▶ **Data for review**
::::
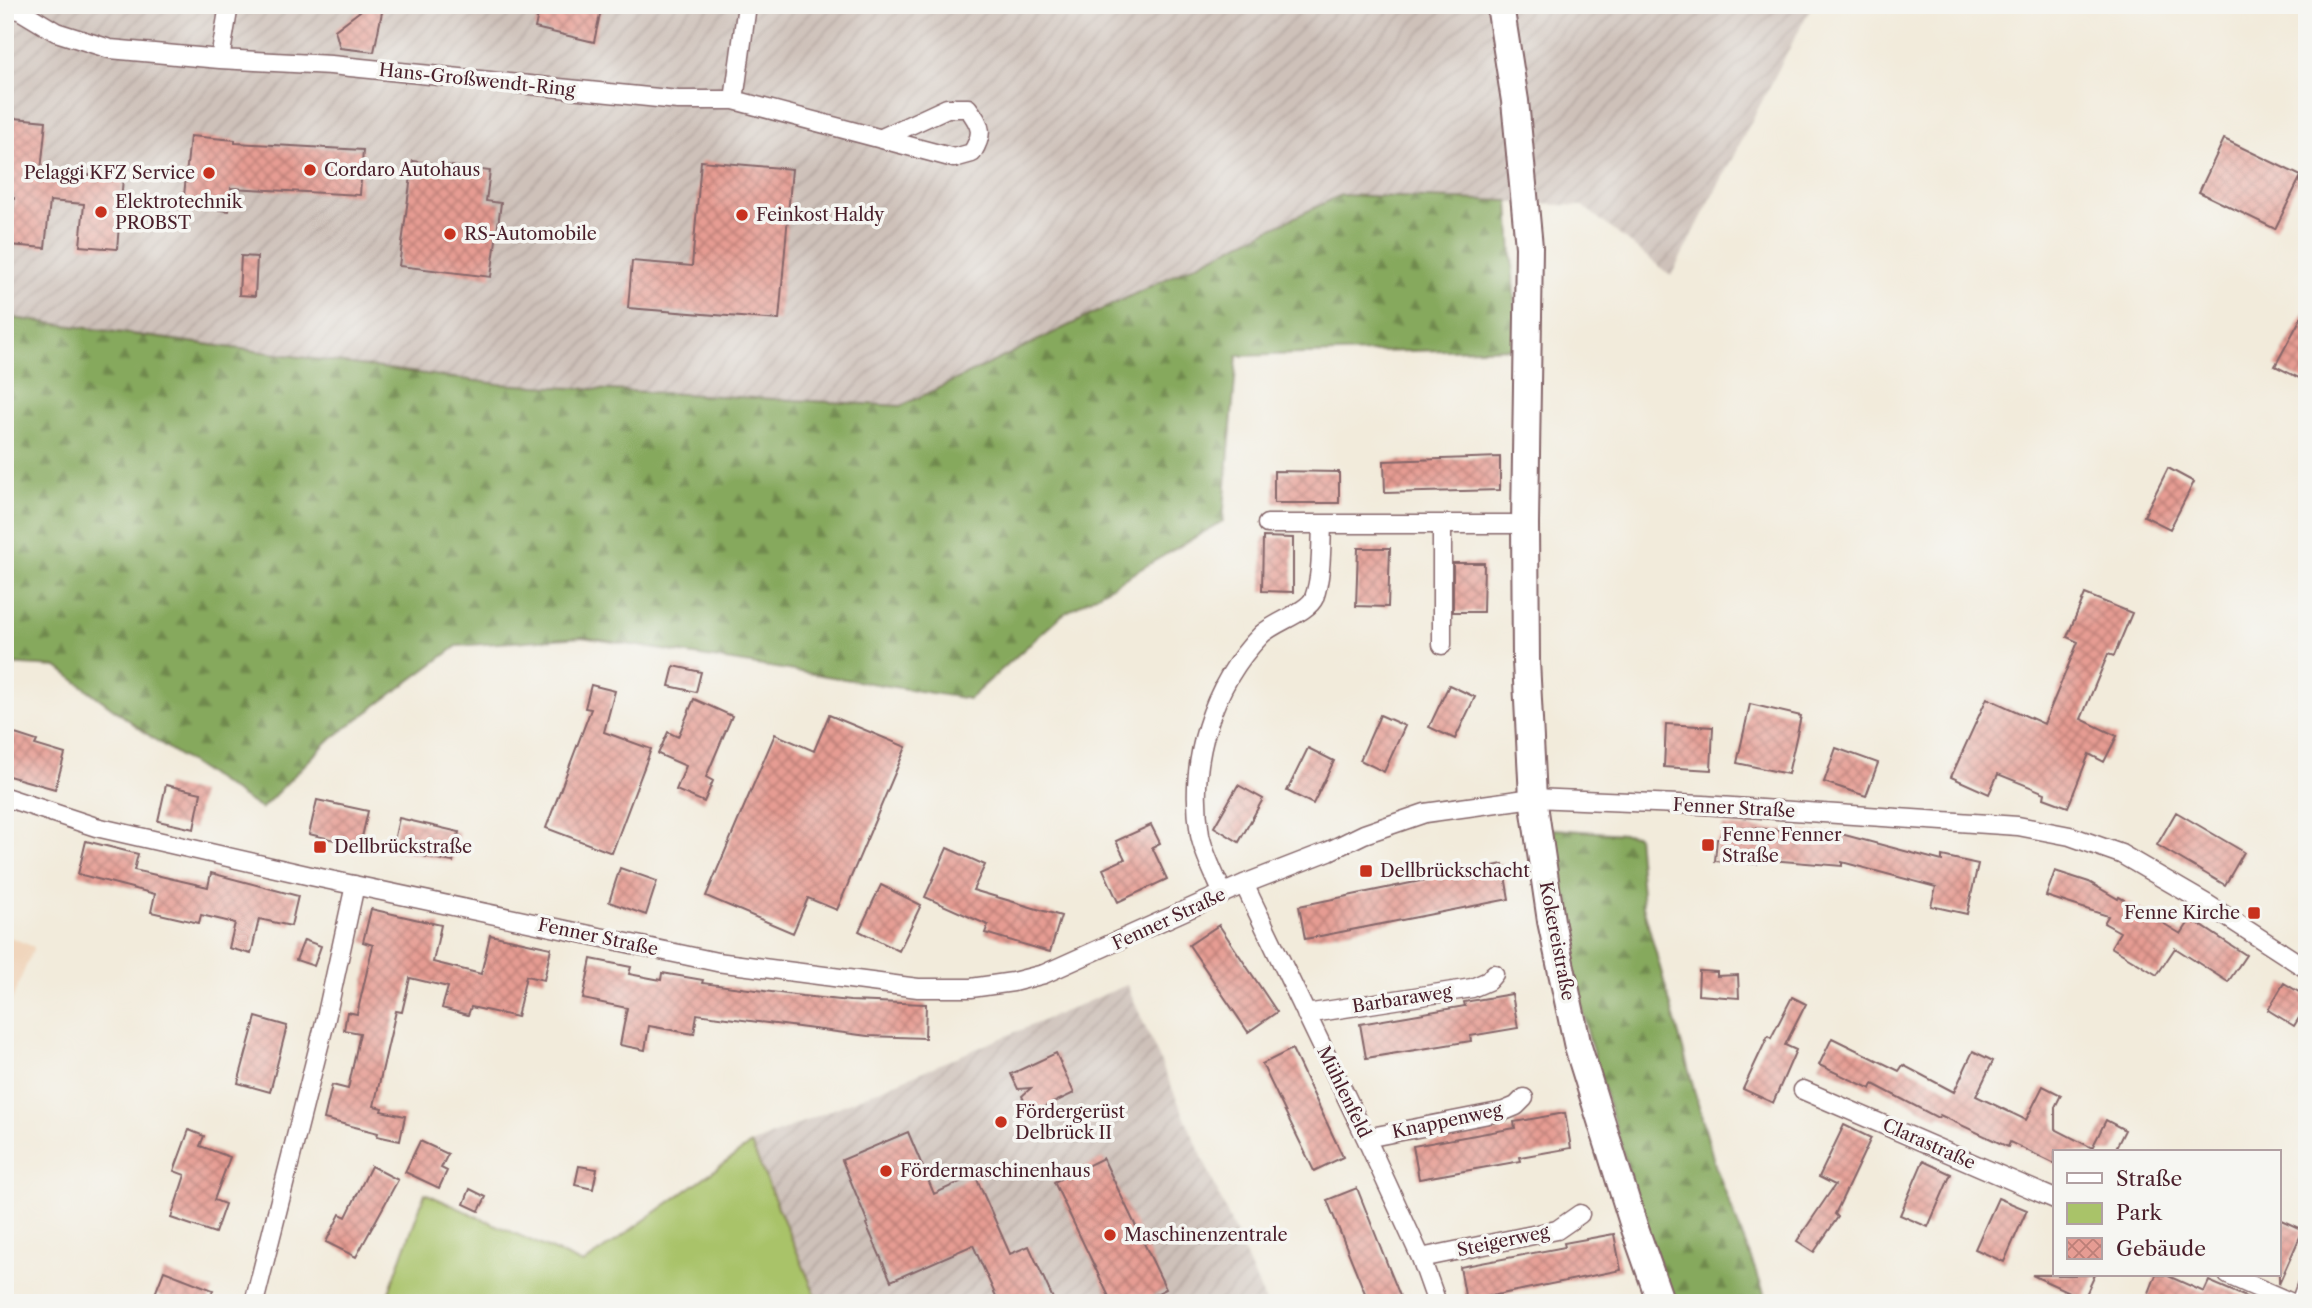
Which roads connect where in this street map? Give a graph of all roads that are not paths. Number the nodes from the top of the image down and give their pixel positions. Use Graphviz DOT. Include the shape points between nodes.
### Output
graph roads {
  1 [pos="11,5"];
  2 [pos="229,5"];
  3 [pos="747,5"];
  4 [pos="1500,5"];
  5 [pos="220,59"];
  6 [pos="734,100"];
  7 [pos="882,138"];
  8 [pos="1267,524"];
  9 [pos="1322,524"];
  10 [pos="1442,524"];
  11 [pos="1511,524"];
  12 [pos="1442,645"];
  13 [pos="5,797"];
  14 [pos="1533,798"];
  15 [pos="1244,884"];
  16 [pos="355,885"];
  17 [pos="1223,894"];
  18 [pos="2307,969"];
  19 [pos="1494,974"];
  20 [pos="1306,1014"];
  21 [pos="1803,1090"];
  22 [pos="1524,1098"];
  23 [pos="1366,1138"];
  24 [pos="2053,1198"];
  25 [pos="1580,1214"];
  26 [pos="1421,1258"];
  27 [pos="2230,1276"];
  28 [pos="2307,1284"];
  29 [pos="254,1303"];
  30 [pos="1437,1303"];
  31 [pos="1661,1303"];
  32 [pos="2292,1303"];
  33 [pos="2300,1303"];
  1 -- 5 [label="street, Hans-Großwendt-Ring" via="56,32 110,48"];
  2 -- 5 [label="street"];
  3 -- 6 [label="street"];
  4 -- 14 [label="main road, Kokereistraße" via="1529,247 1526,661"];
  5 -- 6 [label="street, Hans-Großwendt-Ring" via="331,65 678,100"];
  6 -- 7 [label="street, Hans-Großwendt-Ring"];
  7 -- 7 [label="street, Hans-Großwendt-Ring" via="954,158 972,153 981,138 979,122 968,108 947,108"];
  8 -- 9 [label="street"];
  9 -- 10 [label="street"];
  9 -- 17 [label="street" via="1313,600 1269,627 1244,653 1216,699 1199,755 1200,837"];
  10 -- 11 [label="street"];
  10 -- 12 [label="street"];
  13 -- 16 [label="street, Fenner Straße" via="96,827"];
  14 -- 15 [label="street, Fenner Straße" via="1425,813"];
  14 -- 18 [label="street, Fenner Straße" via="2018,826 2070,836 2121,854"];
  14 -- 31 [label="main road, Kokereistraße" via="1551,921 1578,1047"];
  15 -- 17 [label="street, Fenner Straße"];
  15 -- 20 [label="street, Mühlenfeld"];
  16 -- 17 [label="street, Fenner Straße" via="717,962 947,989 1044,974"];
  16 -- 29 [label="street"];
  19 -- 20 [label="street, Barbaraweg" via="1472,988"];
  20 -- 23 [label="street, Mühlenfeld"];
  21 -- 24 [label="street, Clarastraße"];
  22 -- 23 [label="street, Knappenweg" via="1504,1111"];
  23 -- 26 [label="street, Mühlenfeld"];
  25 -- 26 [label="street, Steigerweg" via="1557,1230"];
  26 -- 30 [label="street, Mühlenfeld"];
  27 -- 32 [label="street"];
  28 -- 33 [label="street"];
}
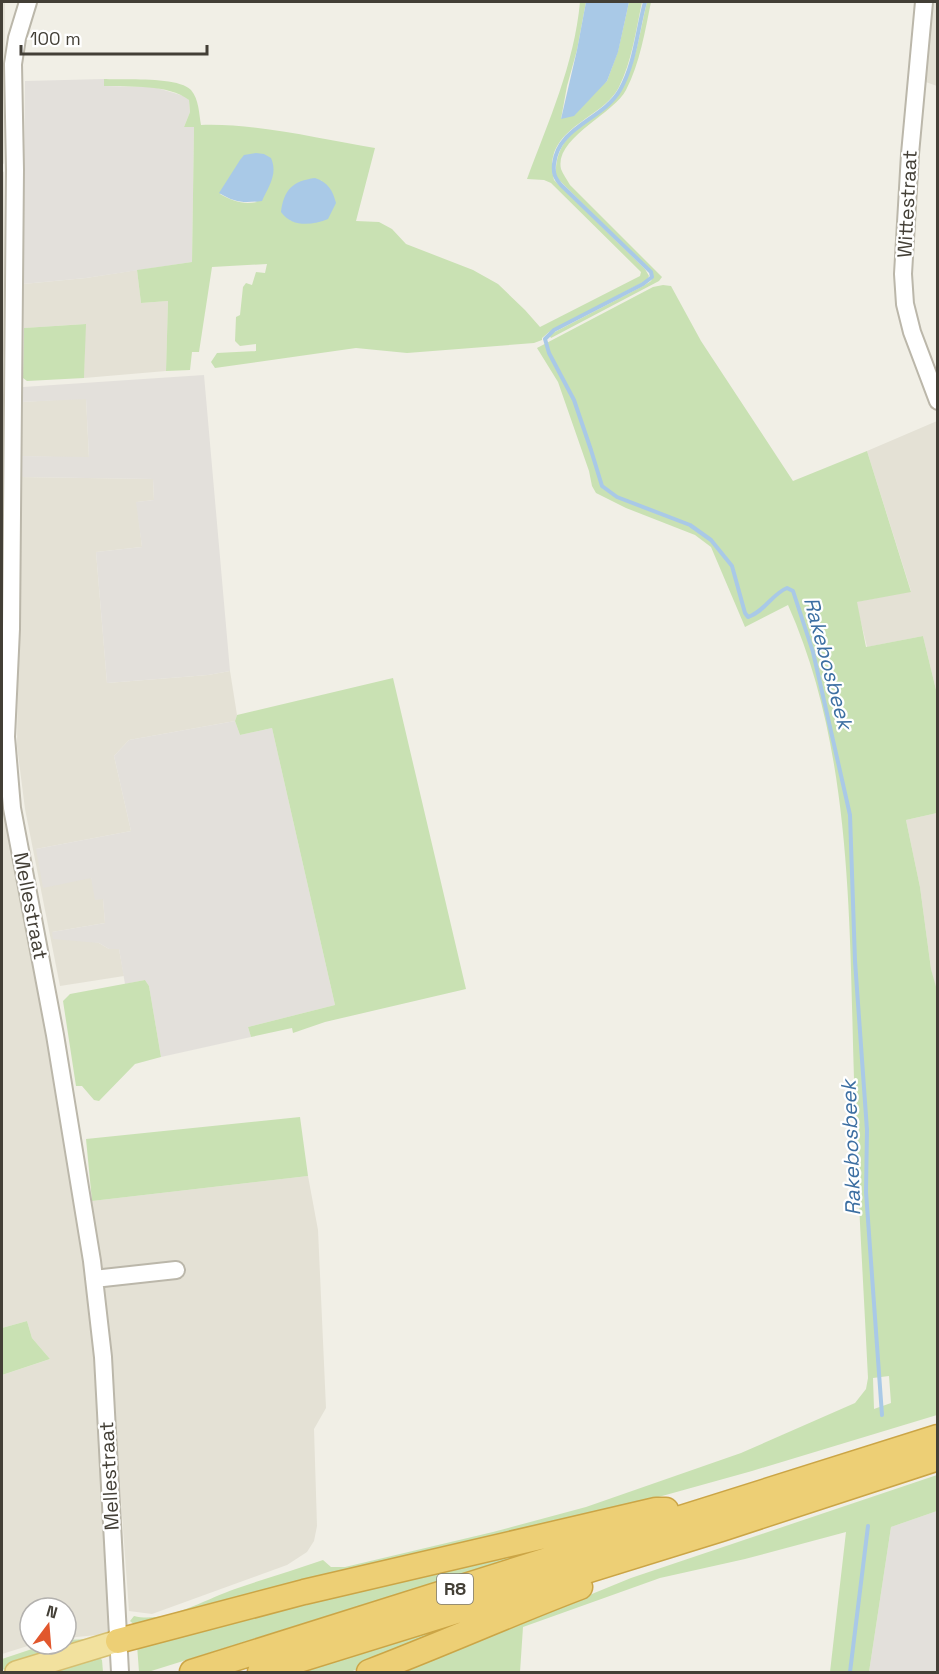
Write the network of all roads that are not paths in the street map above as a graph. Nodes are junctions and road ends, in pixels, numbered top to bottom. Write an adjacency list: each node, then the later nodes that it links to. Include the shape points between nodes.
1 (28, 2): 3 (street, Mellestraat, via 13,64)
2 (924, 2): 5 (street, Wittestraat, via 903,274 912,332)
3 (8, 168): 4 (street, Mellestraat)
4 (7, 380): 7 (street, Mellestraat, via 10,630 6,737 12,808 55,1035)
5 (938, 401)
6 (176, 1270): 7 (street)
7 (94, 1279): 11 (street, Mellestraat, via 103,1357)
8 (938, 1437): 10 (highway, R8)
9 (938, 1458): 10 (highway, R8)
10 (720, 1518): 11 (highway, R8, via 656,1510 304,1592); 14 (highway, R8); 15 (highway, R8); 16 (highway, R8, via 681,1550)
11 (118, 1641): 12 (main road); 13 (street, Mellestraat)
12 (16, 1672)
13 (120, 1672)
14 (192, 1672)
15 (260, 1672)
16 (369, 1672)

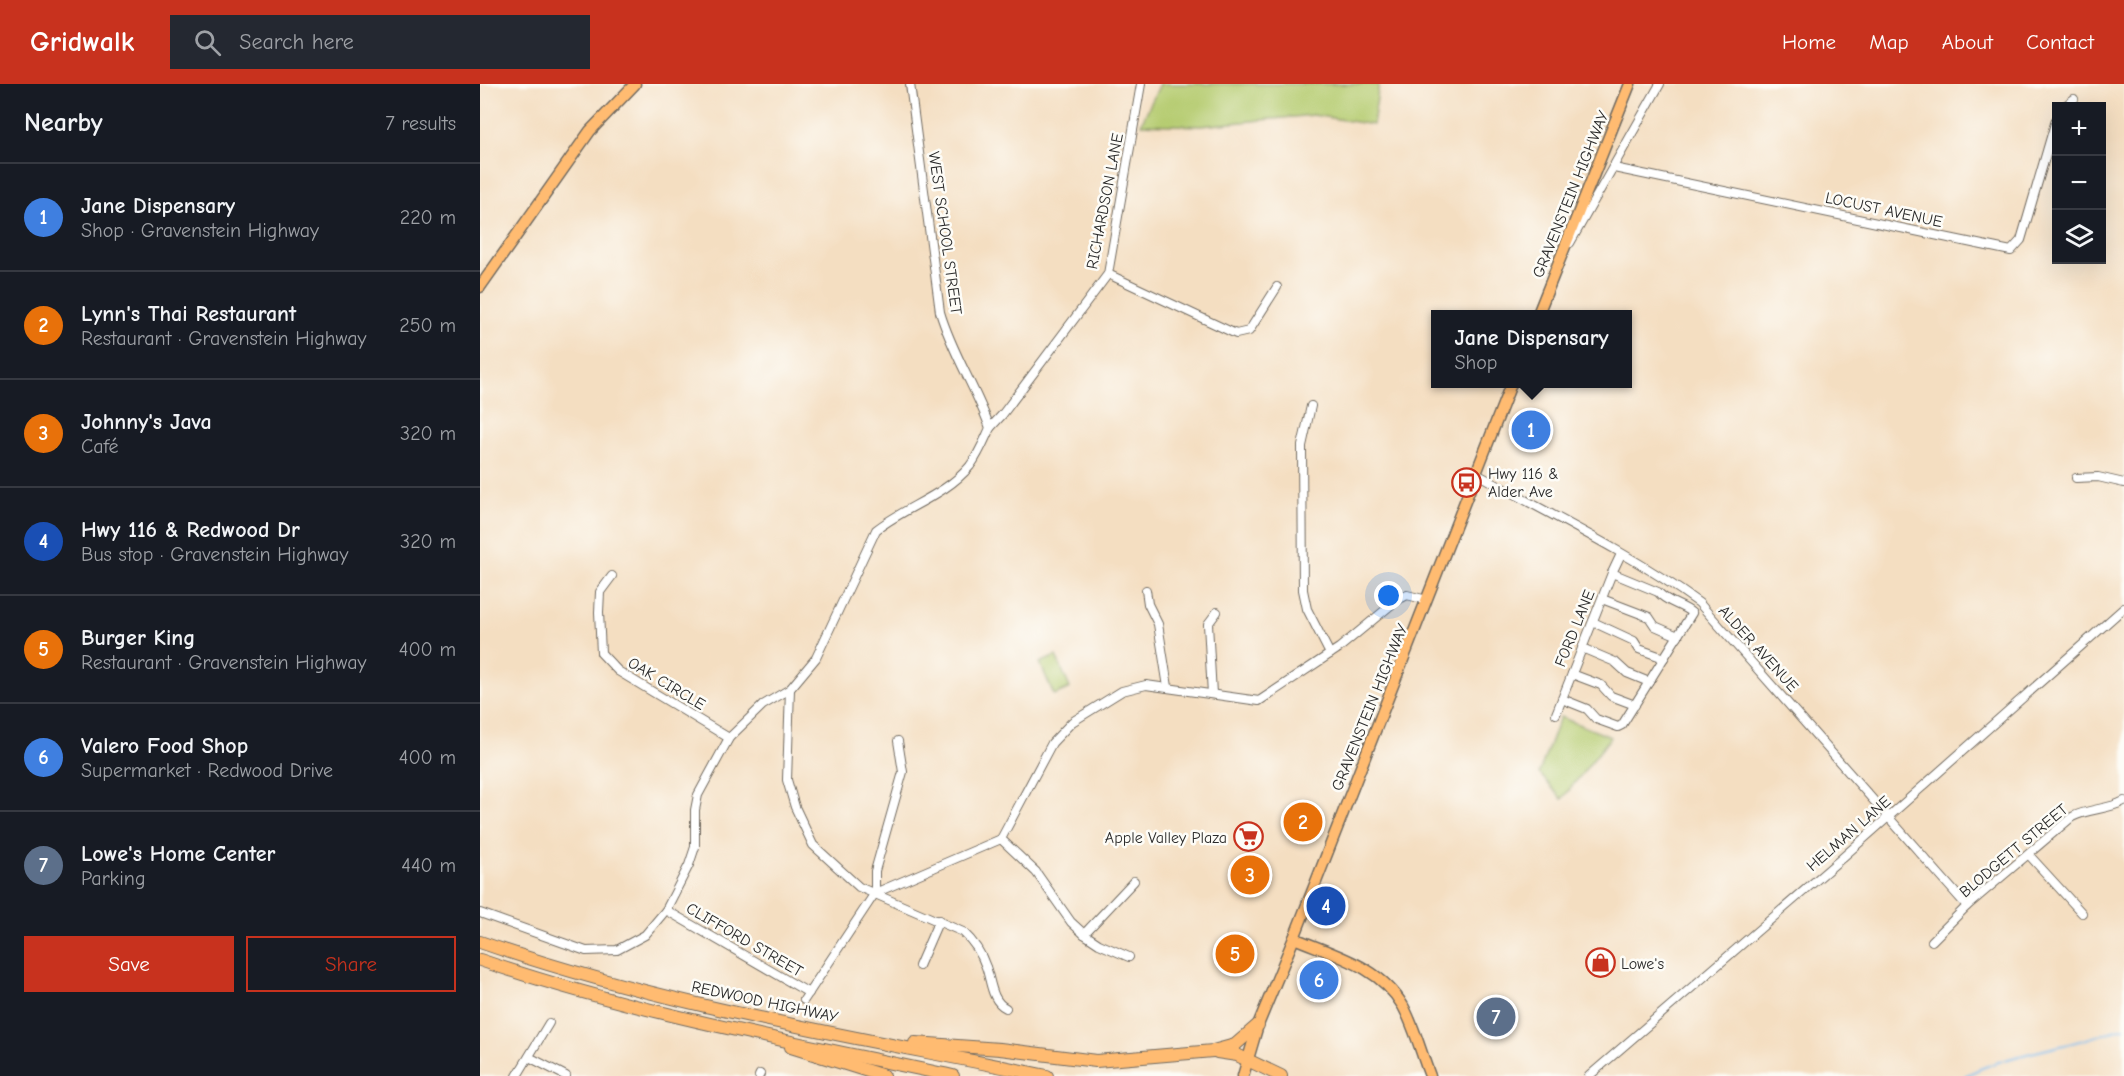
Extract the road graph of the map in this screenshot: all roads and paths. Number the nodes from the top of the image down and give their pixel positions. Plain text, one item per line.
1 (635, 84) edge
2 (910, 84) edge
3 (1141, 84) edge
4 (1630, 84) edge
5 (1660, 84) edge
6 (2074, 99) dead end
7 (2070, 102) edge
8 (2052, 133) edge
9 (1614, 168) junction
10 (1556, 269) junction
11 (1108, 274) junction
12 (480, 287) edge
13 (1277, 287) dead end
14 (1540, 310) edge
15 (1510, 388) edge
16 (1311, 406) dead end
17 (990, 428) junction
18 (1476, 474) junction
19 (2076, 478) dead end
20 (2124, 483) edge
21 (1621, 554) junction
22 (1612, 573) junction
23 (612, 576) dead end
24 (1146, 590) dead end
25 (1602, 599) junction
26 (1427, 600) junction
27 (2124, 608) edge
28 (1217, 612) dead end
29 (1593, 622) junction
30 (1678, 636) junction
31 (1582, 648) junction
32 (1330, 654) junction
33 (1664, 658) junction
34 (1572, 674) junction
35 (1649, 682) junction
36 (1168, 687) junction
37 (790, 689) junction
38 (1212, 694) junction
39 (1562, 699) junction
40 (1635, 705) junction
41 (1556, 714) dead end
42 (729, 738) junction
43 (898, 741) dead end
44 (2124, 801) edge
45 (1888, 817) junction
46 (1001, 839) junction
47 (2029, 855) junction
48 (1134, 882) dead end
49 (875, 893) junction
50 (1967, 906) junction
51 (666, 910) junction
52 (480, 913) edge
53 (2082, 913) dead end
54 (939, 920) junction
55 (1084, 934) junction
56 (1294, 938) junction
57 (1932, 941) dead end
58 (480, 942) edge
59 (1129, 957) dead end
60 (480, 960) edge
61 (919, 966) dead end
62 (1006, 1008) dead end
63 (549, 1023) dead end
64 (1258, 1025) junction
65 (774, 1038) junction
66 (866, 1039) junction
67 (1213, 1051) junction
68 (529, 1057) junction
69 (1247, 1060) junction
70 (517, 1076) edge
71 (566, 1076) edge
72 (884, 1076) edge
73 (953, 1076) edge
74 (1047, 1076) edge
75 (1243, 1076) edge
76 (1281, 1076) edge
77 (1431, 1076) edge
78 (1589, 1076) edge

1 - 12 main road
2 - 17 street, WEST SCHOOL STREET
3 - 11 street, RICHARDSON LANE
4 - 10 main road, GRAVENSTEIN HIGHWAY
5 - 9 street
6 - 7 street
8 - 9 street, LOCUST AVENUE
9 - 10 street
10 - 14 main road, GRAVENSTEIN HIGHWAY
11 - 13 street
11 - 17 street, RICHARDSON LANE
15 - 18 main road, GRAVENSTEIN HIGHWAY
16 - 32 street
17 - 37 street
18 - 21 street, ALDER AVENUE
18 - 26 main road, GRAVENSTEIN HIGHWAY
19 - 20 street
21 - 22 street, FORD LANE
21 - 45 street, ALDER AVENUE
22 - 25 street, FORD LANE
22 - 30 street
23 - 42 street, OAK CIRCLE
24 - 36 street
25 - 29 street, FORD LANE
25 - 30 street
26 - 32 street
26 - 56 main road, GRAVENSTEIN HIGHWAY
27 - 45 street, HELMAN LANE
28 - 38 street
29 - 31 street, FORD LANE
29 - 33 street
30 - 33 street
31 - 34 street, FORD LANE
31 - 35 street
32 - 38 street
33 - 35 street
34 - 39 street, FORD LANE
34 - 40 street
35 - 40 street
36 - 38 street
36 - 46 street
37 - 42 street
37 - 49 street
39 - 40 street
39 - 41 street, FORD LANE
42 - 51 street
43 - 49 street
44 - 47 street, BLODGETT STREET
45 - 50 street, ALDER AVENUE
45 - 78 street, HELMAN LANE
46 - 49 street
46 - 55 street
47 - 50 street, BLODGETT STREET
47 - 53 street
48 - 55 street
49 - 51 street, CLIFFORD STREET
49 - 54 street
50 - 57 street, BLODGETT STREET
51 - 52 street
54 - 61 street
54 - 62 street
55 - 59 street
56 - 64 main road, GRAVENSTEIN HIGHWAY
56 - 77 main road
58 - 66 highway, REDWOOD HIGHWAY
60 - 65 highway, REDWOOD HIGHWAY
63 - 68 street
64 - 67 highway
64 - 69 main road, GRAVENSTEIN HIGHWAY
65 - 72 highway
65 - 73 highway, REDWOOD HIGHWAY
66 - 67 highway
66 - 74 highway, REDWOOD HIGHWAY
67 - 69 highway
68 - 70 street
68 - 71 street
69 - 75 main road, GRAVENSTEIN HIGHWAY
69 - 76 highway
::::
▶ **Task prompt**
What lines in the data hold the word "AVENUE"? Return them.

▶ **Task solution**
8 - 9 street, LOCUST AVENUE
18 - 21 street, ALDER AVENUE
21 - 45 street, ALDER AVENUE
45 - 50 street, ALDER AVENUE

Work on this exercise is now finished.